» WHAT THE EXERCISE ASKS: Write out exactly, and only, the lines from the one containing "Trace every road, lane" through the last line of the listing below.

» DATASET RECORDS:
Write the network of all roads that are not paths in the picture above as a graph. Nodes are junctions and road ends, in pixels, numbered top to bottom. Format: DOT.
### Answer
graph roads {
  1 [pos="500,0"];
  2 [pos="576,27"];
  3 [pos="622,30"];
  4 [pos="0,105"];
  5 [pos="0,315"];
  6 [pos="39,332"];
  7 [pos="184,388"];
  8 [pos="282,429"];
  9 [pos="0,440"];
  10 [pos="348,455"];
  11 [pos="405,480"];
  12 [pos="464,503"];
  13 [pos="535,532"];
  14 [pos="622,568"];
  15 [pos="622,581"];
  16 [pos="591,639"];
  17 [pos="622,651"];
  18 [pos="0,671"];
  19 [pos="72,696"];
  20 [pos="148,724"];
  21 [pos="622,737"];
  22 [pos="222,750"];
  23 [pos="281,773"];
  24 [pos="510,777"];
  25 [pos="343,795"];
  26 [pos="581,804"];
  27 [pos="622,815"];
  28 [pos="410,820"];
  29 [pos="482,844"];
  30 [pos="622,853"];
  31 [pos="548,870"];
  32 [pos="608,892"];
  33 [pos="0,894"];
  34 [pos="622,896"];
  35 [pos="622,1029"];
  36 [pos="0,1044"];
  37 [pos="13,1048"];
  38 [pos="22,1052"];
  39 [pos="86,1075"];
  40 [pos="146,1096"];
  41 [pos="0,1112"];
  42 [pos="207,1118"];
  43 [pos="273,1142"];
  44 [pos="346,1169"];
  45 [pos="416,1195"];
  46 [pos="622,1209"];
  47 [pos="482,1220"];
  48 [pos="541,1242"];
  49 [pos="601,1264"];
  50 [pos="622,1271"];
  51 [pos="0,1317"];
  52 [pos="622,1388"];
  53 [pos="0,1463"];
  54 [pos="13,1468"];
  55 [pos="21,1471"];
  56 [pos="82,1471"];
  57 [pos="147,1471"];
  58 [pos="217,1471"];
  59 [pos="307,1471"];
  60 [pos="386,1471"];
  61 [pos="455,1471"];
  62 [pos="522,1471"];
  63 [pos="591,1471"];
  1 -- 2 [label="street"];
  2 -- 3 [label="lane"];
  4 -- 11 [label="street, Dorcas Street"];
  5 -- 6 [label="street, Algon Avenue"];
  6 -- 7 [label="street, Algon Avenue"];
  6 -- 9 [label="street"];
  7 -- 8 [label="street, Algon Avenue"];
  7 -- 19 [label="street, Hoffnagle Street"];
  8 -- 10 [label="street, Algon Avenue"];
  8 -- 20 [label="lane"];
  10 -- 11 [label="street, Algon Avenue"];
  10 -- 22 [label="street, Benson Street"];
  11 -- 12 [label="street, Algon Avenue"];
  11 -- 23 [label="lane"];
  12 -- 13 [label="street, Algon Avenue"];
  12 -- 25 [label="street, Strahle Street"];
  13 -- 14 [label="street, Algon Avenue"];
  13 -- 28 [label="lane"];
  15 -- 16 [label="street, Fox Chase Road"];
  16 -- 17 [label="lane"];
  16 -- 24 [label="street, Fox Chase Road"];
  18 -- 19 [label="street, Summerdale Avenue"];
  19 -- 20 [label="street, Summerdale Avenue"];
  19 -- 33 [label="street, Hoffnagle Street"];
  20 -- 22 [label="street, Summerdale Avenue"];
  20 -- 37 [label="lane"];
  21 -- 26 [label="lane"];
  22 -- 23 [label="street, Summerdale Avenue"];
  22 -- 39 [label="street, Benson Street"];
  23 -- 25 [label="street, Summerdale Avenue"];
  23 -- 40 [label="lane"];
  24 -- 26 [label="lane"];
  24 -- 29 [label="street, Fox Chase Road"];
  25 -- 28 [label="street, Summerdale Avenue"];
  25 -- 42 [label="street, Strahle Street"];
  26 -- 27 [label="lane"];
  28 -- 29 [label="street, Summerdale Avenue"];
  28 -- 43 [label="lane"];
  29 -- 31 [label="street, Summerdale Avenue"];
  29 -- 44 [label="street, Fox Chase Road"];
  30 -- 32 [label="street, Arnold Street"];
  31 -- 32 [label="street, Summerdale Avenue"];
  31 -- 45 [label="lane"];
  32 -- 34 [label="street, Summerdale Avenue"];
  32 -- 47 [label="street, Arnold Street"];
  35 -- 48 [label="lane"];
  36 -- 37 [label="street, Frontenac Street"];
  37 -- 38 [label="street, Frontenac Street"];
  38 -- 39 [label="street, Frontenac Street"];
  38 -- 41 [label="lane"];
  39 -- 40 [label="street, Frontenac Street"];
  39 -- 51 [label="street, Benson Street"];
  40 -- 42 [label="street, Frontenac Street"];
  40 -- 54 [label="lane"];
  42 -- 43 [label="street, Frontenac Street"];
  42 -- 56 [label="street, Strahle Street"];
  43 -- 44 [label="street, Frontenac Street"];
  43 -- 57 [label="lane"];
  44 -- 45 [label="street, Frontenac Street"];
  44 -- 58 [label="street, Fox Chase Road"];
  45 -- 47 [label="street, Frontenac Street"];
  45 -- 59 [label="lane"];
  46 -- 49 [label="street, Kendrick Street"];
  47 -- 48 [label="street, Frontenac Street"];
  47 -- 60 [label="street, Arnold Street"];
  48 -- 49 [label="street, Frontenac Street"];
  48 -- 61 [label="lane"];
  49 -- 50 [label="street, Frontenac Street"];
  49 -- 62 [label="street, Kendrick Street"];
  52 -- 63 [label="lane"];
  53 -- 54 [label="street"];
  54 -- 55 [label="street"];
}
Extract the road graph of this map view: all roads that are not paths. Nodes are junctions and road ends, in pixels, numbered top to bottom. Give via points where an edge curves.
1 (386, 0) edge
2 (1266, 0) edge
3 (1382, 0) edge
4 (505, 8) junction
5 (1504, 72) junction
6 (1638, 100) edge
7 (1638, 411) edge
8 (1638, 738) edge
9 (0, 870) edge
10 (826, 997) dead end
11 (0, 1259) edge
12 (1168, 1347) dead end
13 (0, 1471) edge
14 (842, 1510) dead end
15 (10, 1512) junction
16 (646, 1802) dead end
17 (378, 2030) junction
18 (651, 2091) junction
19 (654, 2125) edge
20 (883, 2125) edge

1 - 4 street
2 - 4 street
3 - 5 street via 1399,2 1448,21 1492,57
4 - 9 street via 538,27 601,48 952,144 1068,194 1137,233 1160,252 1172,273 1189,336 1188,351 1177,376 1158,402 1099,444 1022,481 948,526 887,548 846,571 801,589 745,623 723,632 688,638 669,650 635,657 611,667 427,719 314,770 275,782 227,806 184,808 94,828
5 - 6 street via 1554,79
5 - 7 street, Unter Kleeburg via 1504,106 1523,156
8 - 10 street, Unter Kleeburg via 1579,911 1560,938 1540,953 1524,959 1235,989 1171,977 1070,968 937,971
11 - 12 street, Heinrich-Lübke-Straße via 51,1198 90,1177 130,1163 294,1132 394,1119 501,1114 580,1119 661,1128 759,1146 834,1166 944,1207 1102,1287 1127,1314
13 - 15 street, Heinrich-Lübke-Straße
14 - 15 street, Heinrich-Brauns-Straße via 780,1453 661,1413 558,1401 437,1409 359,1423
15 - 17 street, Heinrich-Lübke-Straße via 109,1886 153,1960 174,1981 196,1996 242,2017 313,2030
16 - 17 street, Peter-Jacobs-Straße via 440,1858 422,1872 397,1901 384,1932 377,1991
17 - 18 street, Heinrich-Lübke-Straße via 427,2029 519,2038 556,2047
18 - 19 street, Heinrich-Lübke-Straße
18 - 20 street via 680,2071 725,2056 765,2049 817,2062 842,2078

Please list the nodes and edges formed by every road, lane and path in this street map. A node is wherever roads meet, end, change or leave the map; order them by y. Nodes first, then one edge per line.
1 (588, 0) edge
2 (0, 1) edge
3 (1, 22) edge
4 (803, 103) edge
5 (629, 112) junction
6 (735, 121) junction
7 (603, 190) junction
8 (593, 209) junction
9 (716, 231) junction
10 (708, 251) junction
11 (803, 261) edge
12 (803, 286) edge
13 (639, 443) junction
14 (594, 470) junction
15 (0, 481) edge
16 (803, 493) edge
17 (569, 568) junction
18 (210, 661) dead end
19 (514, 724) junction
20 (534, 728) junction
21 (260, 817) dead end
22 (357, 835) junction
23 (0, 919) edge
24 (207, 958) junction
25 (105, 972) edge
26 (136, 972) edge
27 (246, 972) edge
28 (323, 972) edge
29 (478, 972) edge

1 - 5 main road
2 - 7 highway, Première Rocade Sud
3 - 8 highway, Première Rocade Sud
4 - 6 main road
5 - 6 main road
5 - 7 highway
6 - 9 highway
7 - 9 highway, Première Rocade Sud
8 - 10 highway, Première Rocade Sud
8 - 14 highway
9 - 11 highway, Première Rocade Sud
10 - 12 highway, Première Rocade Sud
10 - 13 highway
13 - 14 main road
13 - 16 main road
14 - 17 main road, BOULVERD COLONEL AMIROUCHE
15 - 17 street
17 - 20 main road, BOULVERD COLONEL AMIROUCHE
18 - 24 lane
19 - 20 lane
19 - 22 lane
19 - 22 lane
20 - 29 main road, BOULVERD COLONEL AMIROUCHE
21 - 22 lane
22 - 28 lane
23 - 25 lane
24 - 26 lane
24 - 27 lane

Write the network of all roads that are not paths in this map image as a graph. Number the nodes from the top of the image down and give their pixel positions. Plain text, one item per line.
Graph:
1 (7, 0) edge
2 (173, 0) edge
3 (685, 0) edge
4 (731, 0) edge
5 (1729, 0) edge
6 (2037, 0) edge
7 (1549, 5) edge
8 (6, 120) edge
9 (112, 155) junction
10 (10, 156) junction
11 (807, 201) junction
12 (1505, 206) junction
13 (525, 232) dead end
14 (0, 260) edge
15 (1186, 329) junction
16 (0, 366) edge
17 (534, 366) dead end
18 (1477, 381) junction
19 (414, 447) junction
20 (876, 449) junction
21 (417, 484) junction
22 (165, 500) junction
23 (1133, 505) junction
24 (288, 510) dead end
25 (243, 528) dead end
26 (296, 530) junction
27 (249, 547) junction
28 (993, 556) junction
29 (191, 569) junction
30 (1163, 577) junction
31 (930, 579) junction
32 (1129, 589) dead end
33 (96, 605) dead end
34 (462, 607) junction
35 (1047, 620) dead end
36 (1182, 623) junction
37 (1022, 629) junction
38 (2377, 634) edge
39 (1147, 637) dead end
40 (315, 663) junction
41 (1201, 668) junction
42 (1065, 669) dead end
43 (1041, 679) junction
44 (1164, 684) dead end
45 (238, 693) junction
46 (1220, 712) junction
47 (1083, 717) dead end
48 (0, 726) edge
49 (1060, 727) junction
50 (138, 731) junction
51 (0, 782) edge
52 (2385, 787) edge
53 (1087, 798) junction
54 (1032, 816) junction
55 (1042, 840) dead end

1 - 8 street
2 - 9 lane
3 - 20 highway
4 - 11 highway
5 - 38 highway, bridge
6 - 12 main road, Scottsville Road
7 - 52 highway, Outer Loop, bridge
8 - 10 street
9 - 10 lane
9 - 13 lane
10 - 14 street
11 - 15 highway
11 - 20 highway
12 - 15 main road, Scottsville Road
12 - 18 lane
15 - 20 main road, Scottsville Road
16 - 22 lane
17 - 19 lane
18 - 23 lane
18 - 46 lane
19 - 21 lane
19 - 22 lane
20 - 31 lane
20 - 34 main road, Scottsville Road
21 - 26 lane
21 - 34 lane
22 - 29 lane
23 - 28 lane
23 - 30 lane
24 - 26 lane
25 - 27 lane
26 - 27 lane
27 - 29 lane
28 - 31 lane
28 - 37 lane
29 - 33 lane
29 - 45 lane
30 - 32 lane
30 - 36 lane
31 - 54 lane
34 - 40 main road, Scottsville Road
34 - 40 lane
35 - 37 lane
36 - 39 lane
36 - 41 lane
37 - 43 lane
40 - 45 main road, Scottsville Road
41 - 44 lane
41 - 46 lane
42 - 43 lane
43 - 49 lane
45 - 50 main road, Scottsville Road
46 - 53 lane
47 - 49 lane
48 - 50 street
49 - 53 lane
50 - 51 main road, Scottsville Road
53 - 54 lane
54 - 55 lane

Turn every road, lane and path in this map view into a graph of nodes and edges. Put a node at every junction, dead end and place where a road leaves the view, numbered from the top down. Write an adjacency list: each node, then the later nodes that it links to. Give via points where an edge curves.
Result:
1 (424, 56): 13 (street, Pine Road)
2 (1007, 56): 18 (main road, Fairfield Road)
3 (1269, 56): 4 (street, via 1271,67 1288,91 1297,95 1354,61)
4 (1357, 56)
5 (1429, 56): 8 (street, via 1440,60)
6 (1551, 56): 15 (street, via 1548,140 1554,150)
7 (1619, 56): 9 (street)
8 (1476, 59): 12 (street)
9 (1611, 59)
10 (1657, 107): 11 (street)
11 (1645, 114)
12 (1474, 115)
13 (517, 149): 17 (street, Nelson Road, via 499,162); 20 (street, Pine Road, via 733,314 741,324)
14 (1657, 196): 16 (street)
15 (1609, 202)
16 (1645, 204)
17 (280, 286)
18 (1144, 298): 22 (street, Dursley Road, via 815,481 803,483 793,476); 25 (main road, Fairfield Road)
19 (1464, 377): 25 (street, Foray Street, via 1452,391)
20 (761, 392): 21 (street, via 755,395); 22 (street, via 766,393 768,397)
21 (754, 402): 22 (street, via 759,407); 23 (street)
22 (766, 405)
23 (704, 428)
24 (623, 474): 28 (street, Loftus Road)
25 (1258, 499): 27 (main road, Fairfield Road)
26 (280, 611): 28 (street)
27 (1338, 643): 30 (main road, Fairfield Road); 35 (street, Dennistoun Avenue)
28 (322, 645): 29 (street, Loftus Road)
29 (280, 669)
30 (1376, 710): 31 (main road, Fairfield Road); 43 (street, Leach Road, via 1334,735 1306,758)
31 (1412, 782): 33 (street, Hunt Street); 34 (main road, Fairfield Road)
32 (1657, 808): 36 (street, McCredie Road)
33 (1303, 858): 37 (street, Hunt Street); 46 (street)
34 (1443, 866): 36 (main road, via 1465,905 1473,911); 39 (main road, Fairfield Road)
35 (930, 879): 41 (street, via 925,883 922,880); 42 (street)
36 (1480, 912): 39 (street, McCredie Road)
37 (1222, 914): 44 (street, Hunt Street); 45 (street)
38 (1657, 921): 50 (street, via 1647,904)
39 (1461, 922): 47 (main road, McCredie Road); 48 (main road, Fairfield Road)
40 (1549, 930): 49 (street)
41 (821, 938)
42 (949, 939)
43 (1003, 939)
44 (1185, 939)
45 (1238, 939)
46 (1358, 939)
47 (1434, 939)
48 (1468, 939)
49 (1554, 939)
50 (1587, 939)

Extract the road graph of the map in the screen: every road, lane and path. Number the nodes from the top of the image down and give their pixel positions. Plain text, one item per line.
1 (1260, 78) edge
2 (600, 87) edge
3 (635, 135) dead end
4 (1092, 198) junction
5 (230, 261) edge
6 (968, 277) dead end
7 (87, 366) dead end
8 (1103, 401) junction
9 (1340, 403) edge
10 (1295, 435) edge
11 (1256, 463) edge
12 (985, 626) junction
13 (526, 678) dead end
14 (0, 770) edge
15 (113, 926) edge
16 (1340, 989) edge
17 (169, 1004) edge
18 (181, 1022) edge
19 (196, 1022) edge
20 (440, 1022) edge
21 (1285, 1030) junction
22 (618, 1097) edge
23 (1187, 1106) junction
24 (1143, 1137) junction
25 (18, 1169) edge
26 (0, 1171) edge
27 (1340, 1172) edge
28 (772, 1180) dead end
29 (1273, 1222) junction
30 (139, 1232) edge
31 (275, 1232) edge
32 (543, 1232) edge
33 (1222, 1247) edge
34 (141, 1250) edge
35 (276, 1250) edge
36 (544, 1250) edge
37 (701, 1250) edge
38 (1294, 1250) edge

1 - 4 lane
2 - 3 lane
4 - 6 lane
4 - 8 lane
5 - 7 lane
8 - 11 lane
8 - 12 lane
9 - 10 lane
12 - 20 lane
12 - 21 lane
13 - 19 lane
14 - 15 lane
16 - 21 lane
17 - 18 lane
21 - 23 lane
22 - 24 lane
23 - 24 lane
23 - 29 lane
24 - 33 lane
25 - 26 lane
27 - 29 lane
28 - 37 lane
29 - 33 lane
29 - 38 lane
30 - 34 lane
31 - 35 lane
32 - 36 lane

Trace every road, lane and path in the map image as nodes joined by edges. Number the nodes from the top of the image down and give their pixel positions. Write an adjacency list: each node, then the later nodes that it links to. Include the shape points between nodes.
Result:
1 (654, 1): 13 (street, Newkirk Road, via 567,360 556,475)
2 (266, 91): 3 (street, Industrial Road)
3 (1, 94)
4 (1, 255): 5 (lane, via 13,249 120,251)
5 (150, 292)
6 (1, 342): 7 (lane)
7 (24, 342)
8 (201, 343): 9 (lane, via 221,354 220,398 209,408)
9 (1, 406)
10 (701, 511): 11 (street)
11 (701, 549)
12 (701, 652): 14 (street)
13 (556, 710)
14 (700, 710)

» RESPONSE AREA:
Trace every road, lane and path in the map image as nodes joined by edges. Number the nodes from the top of the image down and give their pixel positions. Write an adjacency list: each node, then the later nodes that it links to. Include the shape points between nodes.
Result:
1 (654, 1): 13 (street, Newkirk Road, via 567,360 556,475)
2 (266, 91): 3 (street, Industrial Road)
3 (1, 94)
4 (1, 255): 5 (lane, via 13,249 120,251)
5 (150, 292)
6 (1, 342): 7 (lane)
7 (24, 342)
8 (201, 343): 9 (lane, via 221,354 220,398 209,408)
9 (1, 406)
10 (701, 511): 11 (street)
11 (701, 549)
12 (701, 652): 14 (street)
13 (556, 710)
14 (700, 710)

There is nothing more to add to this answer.